Amongst the many things discussed in this ideaXme interview, Dr Merritt Moore talks of:
-How her ballet makes her science better and vice versa.
-Her academic achievements as a quantum physicist.
-How she has fused both her expertise as a dancer and physicist.
-Her resilience. -She talks of her dancing with robots project with Universal Robotics.
-Her discovery of dance late on in life and her work with the Norwegian National Ballet and English National Ballet.

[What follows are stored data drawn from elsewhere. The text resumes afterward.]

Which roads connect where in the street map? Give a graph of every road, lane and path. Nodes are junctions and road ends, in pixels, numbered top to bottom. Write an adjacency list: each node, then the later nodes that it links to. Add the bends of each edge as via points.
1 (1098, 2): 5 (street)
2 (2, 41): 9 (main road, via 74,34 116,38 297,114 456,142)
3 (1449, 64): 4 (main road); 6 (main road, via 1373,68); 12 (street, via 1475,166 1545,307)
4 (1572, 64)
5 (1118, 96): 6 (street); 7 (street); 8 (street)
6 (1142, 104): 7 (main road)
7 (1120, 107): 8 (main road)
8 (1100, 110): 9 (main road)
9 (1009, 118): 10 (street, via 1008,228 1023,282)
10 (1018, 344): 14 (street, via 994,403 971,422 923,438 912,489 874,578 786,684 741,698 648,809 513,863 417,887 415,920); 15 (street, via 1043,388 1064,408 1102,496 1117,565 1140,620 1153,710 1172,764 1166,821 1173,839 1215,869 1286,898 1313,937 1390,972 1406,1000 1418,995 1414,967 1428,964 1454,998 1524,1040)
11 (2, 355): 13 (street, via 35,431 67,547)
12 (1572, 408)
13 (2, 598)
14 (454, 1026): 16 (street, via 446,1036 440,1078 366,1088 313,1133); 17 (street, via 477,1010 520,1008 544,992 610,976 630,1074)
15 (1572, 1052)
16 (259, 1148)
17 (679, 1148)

-She answered two questions posed by Muhammad Hamza Waseem
Andrea Macdonald founder ideaXme: Today, we’re going to talk about the intersection between science and the arts. Leonardo da Vinci said: To develop a complete mind. Learn the art of science and the science of art. Learn how to see. Everything is connected to everything else.
I’m here with somebody who has spent her entire adult career working within science and art simultaneously, specifically the fields of quantum physics and dance. In your words, who are you?
Dr Merritt Moore: [00:01:00] Thank you so much for having me here. My name is Merritt Moore. I’m a professional ballet dancer and quantum physicist and now working on merging my two passions of science and art and tech together by creating dances with robots or working with VR and other tech related fields, incorporating arts.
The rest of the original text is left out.